Os doentes ainda têm que enfrentar a lentidão da Agência Nacional de Vigilância Sanitária (Anvisa) para liberar o uso de remédios e a demora do Ministério da Saúde para incluí-los nas farmácias do SUS. O medicamento Aldurazyme, por exemplo, que é usado no tratamento da mucopolissacaridose, ganhou o registro da Anvisa em 2005, só foi incorporado pelo SUS em 2017 — mas sua distribuição não começou até hoje.
— Não é justo que tenhamos que pagar para viver — disse, numa audiência na CAS em março, a estudante Laissa Polyanna, que sofre de AME.

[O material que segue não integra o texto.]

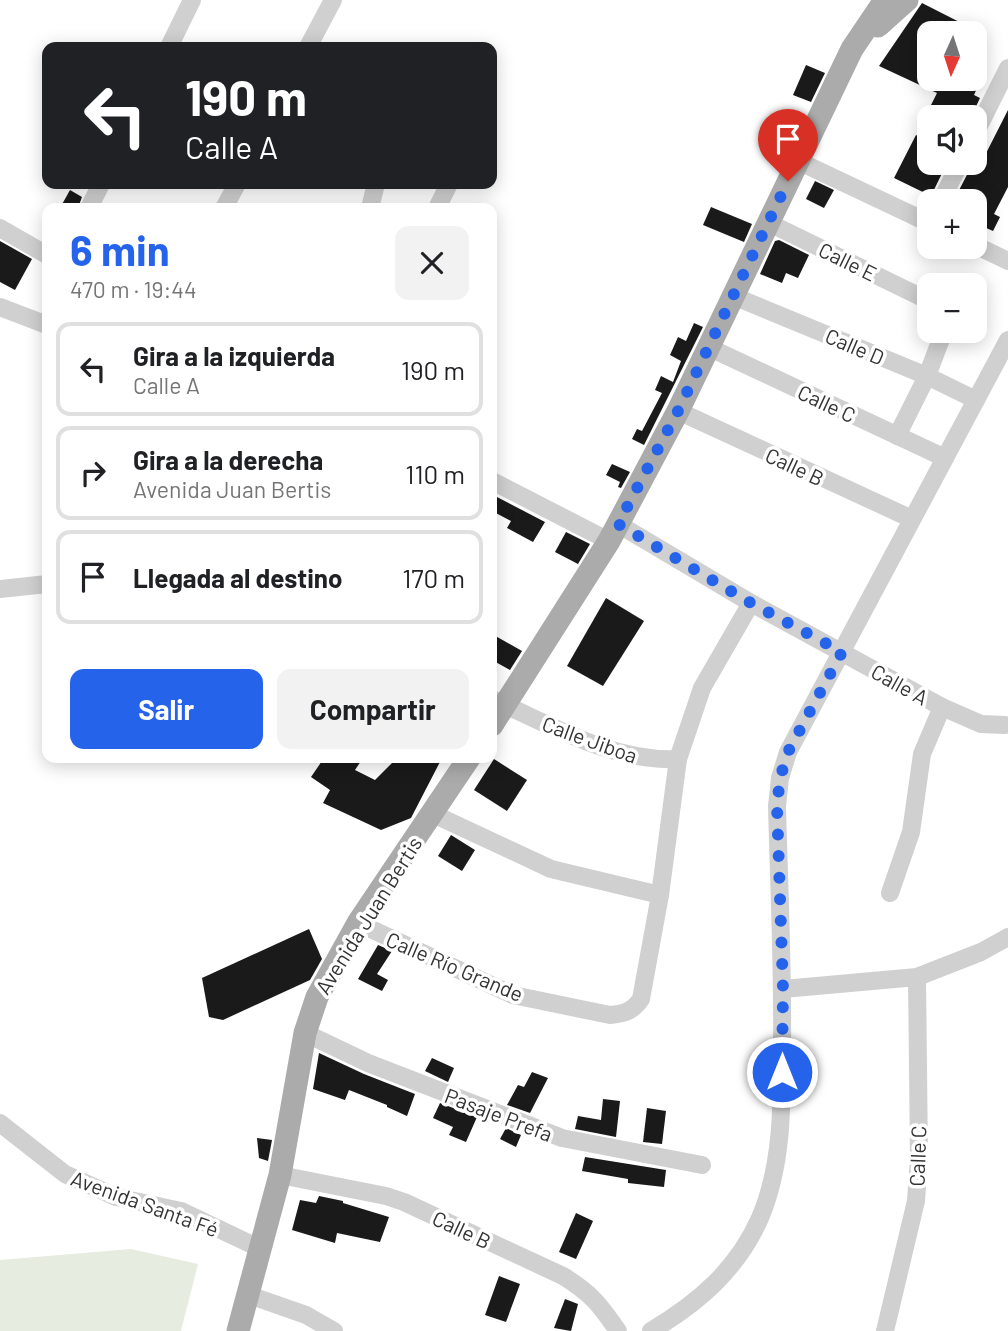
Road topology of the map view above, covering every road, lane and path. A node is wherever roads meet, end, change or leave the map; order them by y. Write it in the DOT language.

Como resultado, muitos pacientes recorrem à Justiça para obter os remédios gratuitamente. Isso é ruim para eles, que podem morrer por não receber o tratamento a tempo, e também para o poder público, que, ao fazer compras isoladas e urgentes, fica sem poder de negociação com a indústria farmacêutica. Em 2016, o Ministério da Saúde gastou mais de R$ 1 bilhão para atender ordens judiciais desse tipo.
Laissa, de 12 anos, que tem doença rara, em reunião presidida pelo senador Romário. Foto: Marcos Oliveira/Agência Senado
Em abril, o ministro da Saúde, Luiz Henrique Mandetta, assinou no Senado uma portaria que incluiu nas farmácias do SUS um remédio específico para o tratamento da AME.
Entre os projetos em estudo no Senado que beneficiam os pacientes, estão o PL 682/2019, de Flávio Arns (Rede-PR), que prevê benefícios no Imposto de Renda de quem tiver dependente com doença rara, e o PLS 56/2017, de Rose de Freitas (Pode-ES), que autoriza a entrada de remédio estrangeiro para doença rara, desde que legalizado no país de origem.